▶ [SUPPLIED INFORMATION]
_ _ _ _ _ _ _

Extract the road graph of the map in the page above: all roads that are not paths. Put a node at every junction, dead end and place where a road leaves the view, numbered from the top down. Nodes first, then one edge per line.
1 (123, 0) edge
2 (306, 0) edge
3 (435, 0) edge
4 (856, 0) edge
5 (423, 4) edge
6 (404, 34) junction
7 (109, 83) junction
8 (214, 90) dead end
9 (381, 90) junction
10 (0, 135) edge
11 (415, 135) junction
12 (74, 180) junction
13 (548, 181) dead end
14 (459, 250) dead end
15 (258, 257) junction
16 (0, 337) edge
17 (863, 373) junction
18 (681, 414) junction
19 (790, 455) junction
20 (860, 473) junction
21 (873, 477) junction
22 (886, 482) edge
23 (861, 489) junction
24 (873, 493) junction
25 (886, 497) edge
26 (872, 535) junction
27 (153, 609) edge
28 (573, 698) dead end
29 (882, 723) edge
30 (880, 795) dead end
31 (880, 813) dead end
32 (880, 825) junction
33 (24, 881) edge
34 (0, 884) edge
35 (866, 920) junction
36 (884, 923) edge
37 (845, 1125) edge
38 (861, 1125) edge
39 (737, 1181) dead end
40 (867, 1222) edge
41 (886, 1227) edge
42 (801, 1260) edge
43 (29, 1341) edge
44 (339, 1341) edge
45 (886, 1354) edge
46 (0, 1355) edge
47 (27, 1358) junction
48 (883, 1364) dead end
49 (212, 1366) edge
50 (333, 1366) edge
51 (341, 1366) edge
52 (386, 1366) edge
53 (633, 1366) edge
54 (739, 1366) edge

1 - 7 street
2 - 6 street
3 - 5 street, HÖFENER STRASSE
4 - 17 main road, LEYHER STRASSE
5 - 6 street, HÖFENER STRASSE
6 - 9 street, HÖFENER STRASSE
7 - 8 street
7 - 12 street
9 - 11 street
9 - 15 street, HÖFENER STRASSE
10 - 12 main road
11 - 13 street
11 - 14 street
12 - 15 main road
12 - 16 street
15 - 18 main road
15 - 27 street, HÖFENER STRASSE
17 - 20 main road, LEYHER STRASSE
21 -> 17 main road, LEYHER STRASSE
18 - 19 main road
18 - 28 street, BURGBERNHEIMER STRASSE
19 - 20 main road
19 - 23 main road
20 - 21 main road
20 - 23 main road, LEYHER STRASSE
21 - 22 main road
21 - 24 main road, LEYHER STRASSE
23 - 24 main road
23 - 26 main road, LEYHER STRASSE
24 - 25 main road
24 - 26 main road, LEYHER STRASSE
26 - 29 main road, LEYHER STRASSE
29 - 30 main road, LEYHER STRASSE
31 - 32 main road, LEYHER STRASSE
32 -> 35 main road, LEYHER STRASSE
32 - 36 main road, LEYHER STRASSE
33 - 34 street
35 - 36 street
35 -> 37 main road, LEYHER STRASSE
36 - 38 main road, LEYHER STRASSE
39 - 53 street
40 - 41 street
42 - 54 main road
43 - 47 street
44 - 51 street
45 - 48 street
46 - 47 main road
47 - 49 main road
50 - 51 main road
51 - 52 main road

_ _ _ _ _ _ _

▶ [WORK INSTRUCTIONS] Search the data above for the string "dead". Report every line where it is found.

▶ [TASK OUTPUT]
Extract the road graph of the map in the page above: all roads that are not paths. Put a node at every junction, dead end and place where a road leaves the view, numbered from the top down. Nodes first, then one edge per line.
8 (214, 90) dead end
13 (548, 181) dead end
14 (459, 250) dead end
28 (573, 698) dead end
30 (880, 795) dead end
31 (880, 813) dead end
39 (737, 1181) dead end
48 (883, 1364) dead end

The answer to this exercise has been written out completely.